(AIM OF THE EXERCISE) Set down again each entry exactly as it reads, pictures excluded.

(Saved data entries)
########################################
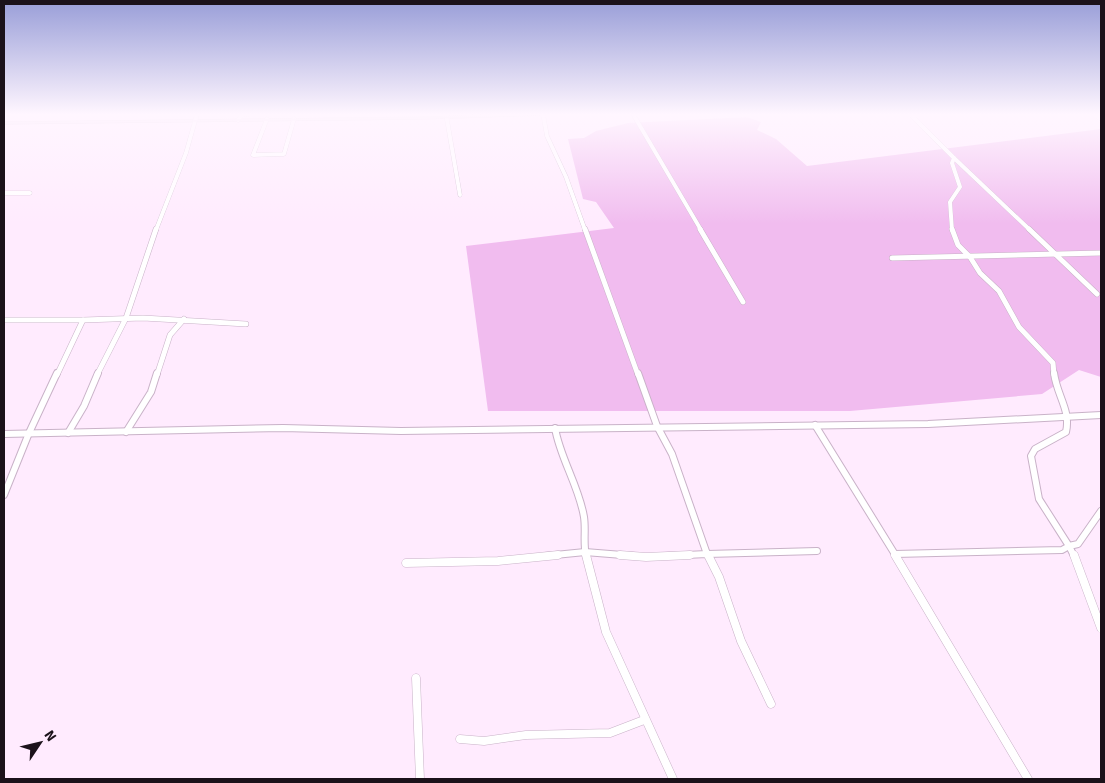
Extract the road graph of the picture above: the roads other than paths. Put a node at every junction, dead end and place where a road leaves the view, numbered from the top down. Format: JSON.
{"nodes":[{"id":1,"x":187,"y":151,"type":"edge"},
{"id":2,"x":256,"y":151,"type":"edge"},
{"id":3,"x":285,"y":151,"type":"edge"},
{"id":4,"x":452,"y":151,"type":"edge"},
{"id":5,"x":554,"y":151,"type":"edge"},
{"id":6,"x":655,"y":151,"type":"edge"},
{"id":7,"x":947,"y":151,"type":"edge"},
{"id":8,"x":954,"y":158,"type":"junction"},
{"id":9,"x":4,"y":193,"type":"edge"},
{"id":10,"x":30,"y":193,"type":"dead end"},
{"id":11,"x":460,"y":196,"type":"dead end"},
{"id":12,"x":1101,"y":254,"type":"edge"},
{"id":13,"x":1057,"y":256,"type":"junction"},
{"id":14,"x":970,"y":257,"type":"junction"},
{"id":15,"x":892,"y":258,"type":"dead end"},
{"id":16,"x":1097,"y":294,"type":"dead end"},
{"id":17,"x":743,"y":302,"type":"dead end"},
{"id":18,"x":126,"y":318,"type":"junction"},
{"id":19,"x":184,"y":319,"type":"junction"},
{"id":20,"x":4,"y":320,"type":"edge"},
{"id":21,"x":83,"y":320,"type":"junction"},
{"id":22,"x":246,"y":324,"type":"dead end"},
{"id":23,"x":1101,"y":415,"type":"edge"},
{"id":24,"x":1069,"y":418,"type":"junction"},
{"id":25,"x":657,"y":426,"type":"junction"},
{"id":26,"x":815,"y":426,"type":"junction"},
{"id":27,"x":555,"y":428,"type":"junction"},
{"id":28,"x":126,"y":432,"type":"junction"},
{"id":29,"x":68,"y":433,"type":"junction"},
{"id":30,"x":4,"y":434,"type":"edge"},
{"id":31,"x":29,"y":434,"type":"junction"},
{"id":32,"x":4,"y":495,"type":"edge"},
{"id":33,"x":1101,"y":511,"type":"edge"},
{"id":34,"x":1069,"y":546,"type":"junction"},
{"id":35,"x":816,"y":551,"type":"dead end"},
{"id":36,"x":585,"y":552,"type":"junction"},
{"id":37,"x":707,"y":554,"type":"junction"},
{"id":38,"x":895,"y":554,"type":"junction"},
{"id":39,"x":406,"y":563,"type":"dead end"},
{"id":40,"x":1101,"y":628,"type":"edge"},
{"id":41,"x":416,"y":678,"type":"dead end"},
{"id":42,"x":771,"y":704,"type":"dead end"},
{"id":43,"x":644,"y":720,"type":"junction"},
{"id":44,"x":460,"y":739,"type":"dead end"},
{"id":45,"x":420,"y":779,"type":"edge"},
{"id":46,"x":673,"y":779,"type":"edge"},
{"id":47,"x":1028,"y":779,"type":"edge"}],
"edges":[{"from":1,"to":18,"type":"street"},
{"from":2,"to":3,"type":"street"},
{"from":4,"to":11,"type":"street"},
{"from":5,"to":25,"type":"street"},
{"from":6,"to":17,"type":"street"},
{"from":7,"to":8,"type":"street"},
{"from":8,"to":13,"type":"street"},
{"from":8,"to":14,"type":"street"},
{"from":9,"to":10,"type":"street"},
{"from":12,"to":13,"type":"street"},
{"from":13,"to":14,"type":"street"},
{"from":13,"to":16,"type":"street"},
{"from":14,"to":15,"type":"street"},
{"from":14,"to":24,"type":"street"},
{"from":18,"to":19,"type":"street"},
{"from":18,"to":21,"type":"street"},
{"from":18,"to":29,"type":"street"},
{"from":19,"to":22,"type":"street"},
{"from":19,"to":28,"type":"street"},
{"from":20,"to":21,"type":"street"},
{"from":21,"to":31,"type":"street"},
{"from":23,"to":24,"type":"street"},
{"from":24,"to":26,"type":"street"},
{"from":24,"to":34,"type":"street"},
{"from":25,"to":26,"type":"street"},
{"from":25,"to":27,"type":"street"},
{"from":25,"to":37,"type":"street"},
{"from":26,"to":38,"type":"street"},
{"from":27,"to":28,"type":"street"},
{"from":27,"to":36,"type":"street"},
{"from":28,"to":29,"type":"street"},
{"from":29,"to":31,"type":"street"},
{"from":30,"to":31,"type":"street"},
{"from":31,"to":32,"type":"street"},
{"from":33,"to":34,"type":"street"},
{"from":34,"to":38,"type":"street"},
{"from":34,"to":40,"type":"street"},
{"from":35,"to":37,"type":"street"},
{"from":36,"to":37,"type":"street"},
{"from":36,"to":39,"type":"street"},
{"from":36,"to":43,"type":"street"},
{"from":37,"to":42,"type":"street"},
{"from":38,"to":47,"type":"street"},
{"from":41,"to":45,"type":"street"},
{"from":43,"to":44,"type":"street"},
{"from":43,"to":46,"type":"street"}]}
########################################
(COMPLETED EXERCISE)
Extract the road graph of the picture above: the roads other than paths. Put a node at every junction, dead end and place where a road leaves the view, numbered from the top down. Format: JSON.
{"nodes":[{"id":1,"x":187,"y":151,"type":"edge"},
{"id":2,"x":256,"y":151,"type":"edge"},
{"id":3,"x":285,"y":151,"type":"edge"},
{"id":4,"x":452,"y":151,"type":"edge"},
{"id":5,"x":554,"y":151,"type":"edge"},
{"id":6,"x":655,"y":151,"type":"edge"},
{"id":7,"x":947,"y":151,"type":"edge"},
{"id":8,"x":954,"y":158,"type":"junction"},
{"id":9,"x":4,"y":193,"type":"edge"},
{"id":10,"x":30,"y":193,"type":"dead end"},
{"id":11,"x":460,"y":196,"type":"dead end"},
{"id":12,"x":1101,"y":254,"type":"edge"},
{"id":13,"x":1057,"y":256,"type":"junction"},
{"id":14,"x":970,"y":257,"type":"junction"},
{"id":15,"x":892,"y":258,"type":"dead end"},
{"id":16,"x":1097,"y":294,"type":"dead end"},
{"id":17,"x":743,"y":302,"type":"dead end"},
{"id":18,"x":126,"y":318,"type":"junction"},
{"id":19,"x":184,"y":319,"type":"junction"},
{"id":20,"x":4,"y":320,"type":"edge"},
{"id":21,"x":83,"y":320,"type":"junction"},
{"id":22,"x":246,"y":324,"type":"dead end"},
{"id":23,"x":1101,"y":415,"type":"edge"},
{"id":24,"x":1069,"y":418,"type":"junction"},
{"id":25,"x":657,"y":426,"type":"junction"},
{"id":26,"x":815,"y":426,"type":"junction"},
{"id":27,"x":555,"y":428,"type":"junction"},
{"id":28,"x":126,"y":432,"type":"junction"},
{"id":29,"x":68,"y":433,"type":"junction"},
{"id":30,"x":4,"y":434,"type":"edge"},
{"id":31,"x":29,"y":434,"type":"junction"},
{"id":32,"x":4,"y":495,"type":"edge"},
{"id":33,"x":1101,"y":511,"type":"edge"},
{"id":34,"x":1069,"y":546,"type":"junction"},
{"id":35,"x":816,"y":551,"type":"dead end"},
{"id":36,"x":585,"y":552,"type":"junction"},
{"id":37,"x":707,"y":554,"type":"junction"},
{"id":38,"x":895,"y":554,"type":"junction"},
{"id":39,"x":406,"y":563,"type":"dead end"},
{"id":40,"x":1101,"y":628,"type":"edge"},
{"id":41,"x":416,"y":678,"type":"dead end"},
{"id":42,"x":771,"y":704,"type":"dead end"},
{"id":43,"x":644,"y":720,"type":"junction"},
{"id":44,"x":460,"y":739,"type":"dead end"},
{"id":45,"x":420,"y":779,"type":"edge"},
{"id":46,"x":673,"y":779,"type":"edge"},
{"id":47,"x":1028,"y":779,"type":"edge"}],
"edges":[{"from":1,"to":18,"type":"street"},
{"from":2,"to":3,"type":"street"},
{"from":4,"to":11,"type":"street"},
{"from":5,"to":25,"type":"street"},
{"from":6,"to":17,"type":"street"},
{"from":7,"to":8,"type":"street"},
{"from":8,"to":13,"type":"street"},
{"from":8,"to":14,"type":"street"},
{"from":9,"to":10,"type":"street"},
{"from":12,"to":13,"type":"street"},
{"from":13,"to":14,"type":"street"},
{"from":13,"to":16,"type":"street"},
{"from":14,"to":15,"type":"street"},
{"from":14,"to":24,"type":"street"},
{"from":18,"to":19,"type":"street"},
{"from":18,"to":21,"type":"street"},
{"from":18,"to":29,"type":"street"},
{"from":19,"to":22,"type":"street"},
{"from":19,"to":28,"type":"street"},
{"from":20,"to":21,"type":"street"},
{"from":21,"to":31,"type":"street"},
{"from":23,"to":24,"type":"street"},
{"from":24,"to":26,"type":"street"},
{"from":24,"to":34,"type":"street"},
{"from":25,"to":26,"type":"street"},
{"from":25,"to":27,"type":"street"},
{"from":25,"to":37,"type":"street"},
{"from":26,"to":38,"type":"street"},
{"from":27,"to":28,"type":"street"},
{"from":27,"to":36,"type":"street"},
{"from":28,"to":29,"type":"street"},
{"from":29,"to":31,"type":"street"},
{"from":30,"to":31,"type":"street"},
{"from":31,"to":32,"type":"street"},
{"from":33,"to":34,"type":"street"},
{"from":34,"to":38,"type":"street"},
{"from":34,"to":40,"type":"street"},
{"from":35,"to":37,"type":"street"},
{"from":36,"to":37,"type":"street"},
{"from":36,"to":39,"type":"street"},
{"from":36,"to":43,"type":"street"},
{"from":37,"to":42,"type":"street"},
{"from":38,"to":47,"type":"street"},
{"from":41,"to":45,"type":"street"},
{"from":43,"to":44,"type":"street"},
{"from":43,"to":46,"type":"street"}]}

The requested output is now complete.